Me levanto con cuidado para no despertarla. En la cocina, preparo café, el suyo con leche, el mío solo. El aroma llena la casa, y me gusta imaginar que ella lo percibe aun dormida. Cuando entra en la cocina, con ese andar pausado y descalzo, siempre me sorprendo. ¿Cómo puede alguien parecer tan hermosa con el cabello alborotado y la cara aún marcada por las sábanas?
Le doy su taza y la observo mientras da el primer sorbo. Hay algo en ese gesto cotidiano que me reconforta, como si en esos pequeños rituales estuviera escrita toda nuestra historia.
ELLA
Me despierta el olor del café. Sé que lo prepara cada mañana, antes incluso de que yo abra los ojos, como si quisiera que el día comenzara con algo dulce. Me quedo un rato en la cama, escuchando los ruidos suaves de la casa: el agua corriendo, el crujido del suelo bajo sus pasos. Esos sonidos me dan paz.
Cuando entro en la cocina, lo veo esperándome con mi taza. No importa cuánto tiempo pase, siempre se las arregla para hacerme sentir especial, incluso en los detalles más pequeños. Le doy las gracias con una sonrisa, sé que no hace falta decir nada. Su mirada basta para entender que no lo hace por obligación, sino por sentida voluntad.
A veces me siento culpable de recibir tanto, porque pienso que no devuelvo de la misma manera, poseída por un síndrome del impostor marital, pero él siempre encuentra la forma de hacerme sentir que lo que tenemos es un equilibrio perfecto.
ÉL
Hoy no trabajamos, y eso me alegra de una forma especial. Salimos a caminar por el parque después del desayuno, algo que hacemos cada vez que tenemos un día libre los dos. Me gusta cómo su paso acompasa al mío, cómo su mano busca la mía sin pensarlo.
A medida que paseamos, hablamos de todo y de nada: de los libros que estamos leyendo, de una película que queremos ver, de la exposición a la que iremos la semana que viene.
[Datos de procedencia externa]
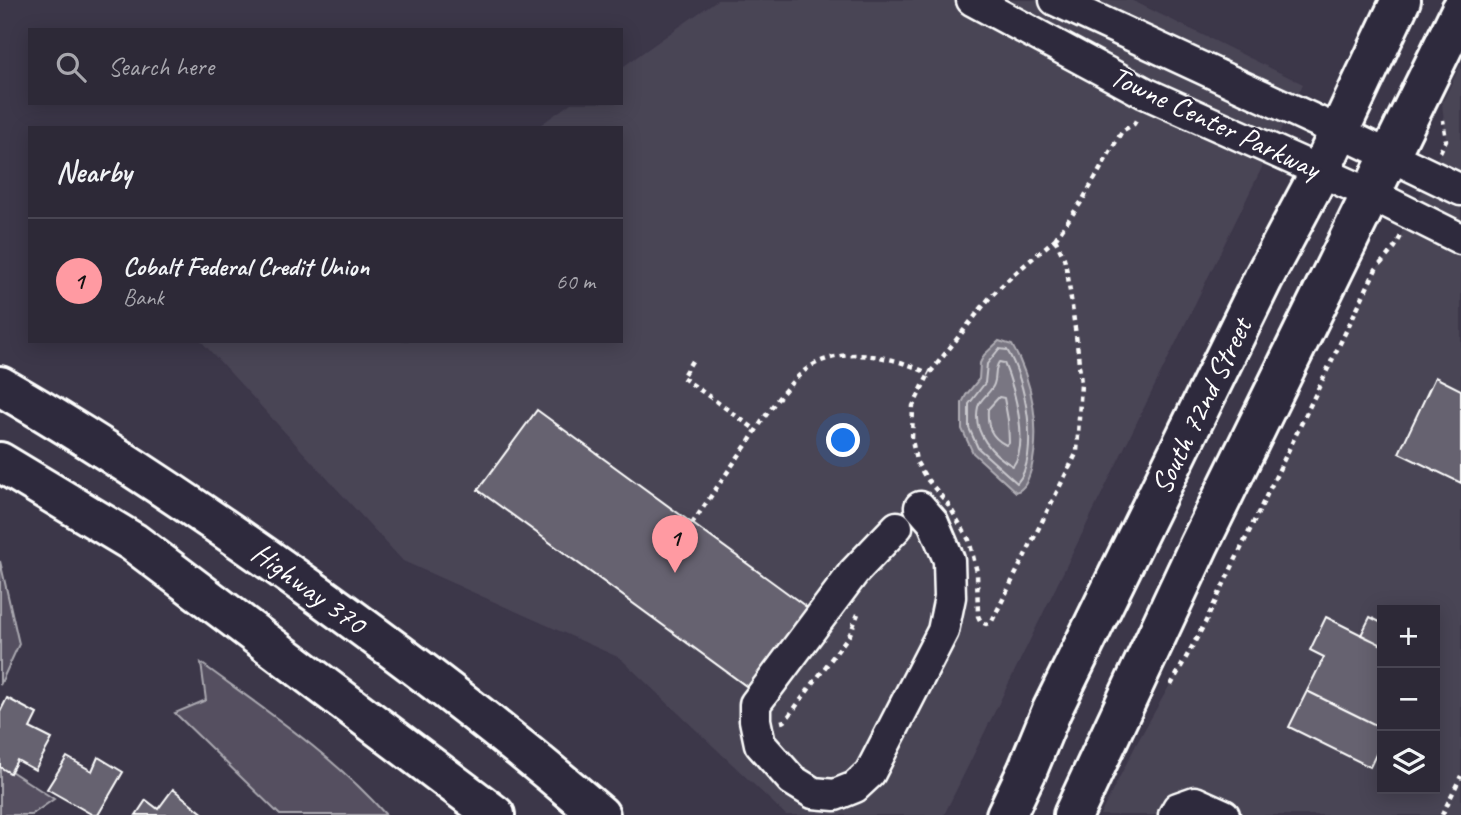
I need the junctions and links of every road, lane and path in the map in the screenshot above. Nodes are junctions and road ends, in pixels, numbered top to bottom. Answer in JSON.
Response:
{"nodes":[{"id":1,"x":972,"y":0,"type":"edge"},
{"id":2,"x":1055,"y":0,"type":"edge"},
{"id":3,"x":1401,"y":0,"type":"edge"},
{"id":4,"x":1461,"y":10,"type":"edge"},
{"id":5,"x":1140,"y":114,"type":"dead end"},
{"id":6,"x":1338,"y":131,"type":"junction"},
{"id":7,"x":1390,"y":155,"type":"junction"},
{"id":8,"x":1320,"y":172,"type":"junction"},
{"id":9,"x":1461,"y":190,"type":"edge"},
{"id":10,"x":1371,"y":194,"type":"junction"},
{"id":11,"x":1055,"y":239,"type":"junction"},
{"id":12,"x":1461,"y":239,"type":"edge"},
{"id":13,"x":1395,"y":247,"type":"dead end"},
{"id":14,"x":692,"y":361,"type":"dead end"},
{"id":15,"x":929,"y":374,"type":"junction"},
{"id":16,"x":0,"y":386,"type":"edge"},
{"id":17,"x":756,"y":430,"type":"junction"},
{"id":18,"x":0,"y":462,"type":"edge"},
{"id":19,"x":920,"y":507,"type":"dead end"},
{"id":20,"x":692,"y":524,"type":"dead end"},
{"id":21,"x":897,"y":527,"type":"dead end"},
{"id":22,"x":1170,"y":686,"type":"dead end"},
{"id":23,"x":1461,"y":776,"type":"edge"},
{"id":24,"x":495,"y":815,"type":"edge"},
{"id":25,"x":600,"y":815,"type":"edge"},
{"id":26,"x":1006,"y":815,"type":"edge"},
{"id":27,"x":1073,"y":815,"type":"edge"},
{"id":28,"x":1174,"y":815,"type":"edge"},
{"id":29,"x":1224,"y":815,"type":"edge"},
{"id":30,"x":1442,"y":815,"type":"edge"}],
"edges":[{"from":1,"to":8,"type":"street","name":"Towne Center Parkway"},
{"from":2,"to":6,"type":"street","name":"Towne Center Parkway"},
{"from":3,"to":6,"type":"main road","name":"South 72nd Street"},
{"from":4,"to":7,"type":"main road","name":"South 72nd Street"},
{"from":5,"to":11,"type":"path"},
{"from":6,"to":7,"type":"street","name":"Towne Center Parkway"},
{"from":6,"to":8,"type":"main road","name":"South 72nd Street"},
{"from":7,"to":9,"type":"street","name":"Towne Center Parkway"},
{"from":7,"to":10,"type":"main road","name":"South 72nd Street"},
{"from":8,"to":10,"type":"street","name":"Towne Center Parkway"},
{"from":8,"to":26,"type":"main road","name":"South 72nd Street"},
{"from":10,"to":12,"type":"street","name":"Towne Center Parkway"},
{"from":10,"to":27,"type":"main road","name":"South 72nd Street"},
{"from":11,"to":15,"type":"path"},
{"from":11,"to":15,"type":"path"},
{"from":13,"to":22,"type":"path"},
{"from":14,"to":17,"type":"path"},
{"from":15,"to":17,"type":"path"},
{"from":16,"to":25,"type":"main road","name":"Highway 370"},
{"from":17,"to":20,"type":"path"},
{"from":18,"to":24,"type":"main road"},
{"from":19,"to":21,"type":"street"},
{"from":23,"to":30,"type":"path"},
{"from":28,"to":29,"type":"street"}]}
A veces me detengo a mirarla mientras habla, porque hay algo en su entusiasmo que me asombra y obliga a poner los pies en la tierra. Ella no se da cuenta, pero yo me quedo ahí, atrapado en ese momento, pensando en lo afortunado que soy.
Al final de la caminata, siempre encontramos un banco donde sentarnos. Ella saca el libro que lleva en el bolso, y yo simplemente me quedo observando el mundo alrededor, sintiendo cómo el tiempo pierde urgencia mientras estoy a su lado.
ELLA
El parque siempre ha sido nuestro refugio. Me encanta caminar junto a él, hablar de cosas que no tienen importancia, pero que, por alguna razón, siempre nos hacen reír. Hay una conexión en esos momentos que no puedo explicar, como si el mundo desapareciera y solo existiéramos nosotros.
Hoy llevé un libro, pero no he pasado de la primera página. Lo miro de reojo mientras él observa a las palomas. Tiene esa expresión serena que me enamoró desde el principio, como si estuviera en paz con todo. Es extraño, pero aun después de tantos años juntos, siento mariposas en el estómago cuando lo veo así.
ÉL
Por la tarde, volvemos a casa. Ella insiste en preparar la cena, aunque le he dicho que puedo hacerlo yo. Al final, terminamos cocinando juntos. Nos movemos en la cocina como si fuera un baile que conocemos de memoria: yo corto las verduras, ella mezcla las especias.
Cuando la cena está lista, encendemos unas velas en la mesa. No necesitamos ocasiones especiales para celebrar; sin buscarlo, hacemos que cada día sea extraordinario cuando estamos juntos.
ELLA
Después de cenar, él insiste en lavar los platos. Me siento en el sofá y pongo música. Lo escucho tararear mientras le oigo cacharrear en la cocina y no puedo evitar sonreír.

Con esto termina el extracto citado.